# [TASK BRIEF]
For the data below, give the number of lines containing "main" and nothing more.

:: AVAILABLE DATA

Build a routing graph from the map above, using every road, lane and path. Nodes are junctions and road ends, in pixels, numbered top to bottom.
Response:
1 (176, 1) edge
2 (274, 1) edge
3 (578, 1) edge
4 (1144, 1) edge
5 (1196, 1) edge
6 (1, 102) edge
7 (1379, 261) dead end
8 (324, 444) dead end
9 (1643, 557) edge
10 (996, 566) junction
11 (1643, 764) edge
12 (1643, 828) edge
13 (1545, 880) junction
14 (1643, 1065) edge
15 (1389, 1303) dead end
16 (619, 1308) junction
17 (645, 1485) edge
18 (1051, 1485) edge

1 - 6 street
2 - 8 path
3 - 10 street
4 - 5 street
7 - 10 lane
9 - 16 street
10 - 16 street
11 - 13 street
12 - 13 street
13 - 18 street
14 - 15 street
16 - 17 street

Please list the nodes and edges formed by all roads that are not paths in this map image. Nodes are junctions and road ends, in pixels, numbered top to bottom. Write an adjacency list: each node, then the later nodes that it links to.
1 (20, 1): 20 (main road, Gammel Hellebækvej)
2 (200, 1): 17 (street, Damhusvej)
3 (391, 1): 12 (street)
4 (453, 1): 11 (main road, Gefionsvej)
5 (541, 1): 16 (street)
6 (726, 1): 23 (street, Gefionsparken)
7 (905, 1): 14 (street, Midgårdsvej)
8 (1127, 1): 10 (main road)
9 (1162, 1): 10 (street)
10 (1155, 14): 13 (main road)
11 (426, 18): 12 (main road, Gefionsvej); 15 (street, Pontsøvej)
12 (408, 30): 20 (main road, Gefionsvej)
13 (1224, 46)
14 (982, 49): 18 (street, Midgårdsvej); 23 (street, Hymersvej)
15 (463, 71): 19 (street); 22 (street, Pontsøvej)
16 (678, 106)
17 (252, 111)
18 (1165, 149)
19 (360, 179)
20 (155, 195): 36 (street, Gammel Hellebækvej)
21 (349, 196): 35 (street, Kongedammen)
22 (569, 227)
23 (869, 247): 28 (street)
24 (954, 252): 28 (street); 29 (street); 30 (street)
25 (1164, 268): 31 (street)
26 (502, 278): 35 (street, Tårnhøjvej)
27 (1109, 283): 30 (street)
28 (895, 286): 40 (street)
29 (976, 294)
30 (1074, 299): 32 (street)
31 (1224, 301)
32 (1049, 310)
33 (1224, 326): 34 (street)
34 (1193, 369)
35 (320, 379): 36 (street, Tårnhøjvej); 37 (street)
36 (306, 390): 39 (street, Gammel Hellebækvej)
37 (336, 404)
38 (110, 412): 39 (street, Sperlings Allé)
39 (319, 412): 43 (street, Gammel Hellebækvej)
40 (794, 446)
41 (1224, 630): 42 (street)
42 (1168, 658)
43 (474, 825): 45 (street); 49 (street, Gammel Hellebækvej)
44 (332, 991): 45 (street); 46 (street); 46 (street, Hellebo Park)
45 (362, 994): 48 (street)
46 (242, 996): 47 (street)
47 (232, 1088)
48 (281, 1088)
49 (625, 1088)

::::

# [TASK OUTPUT]
6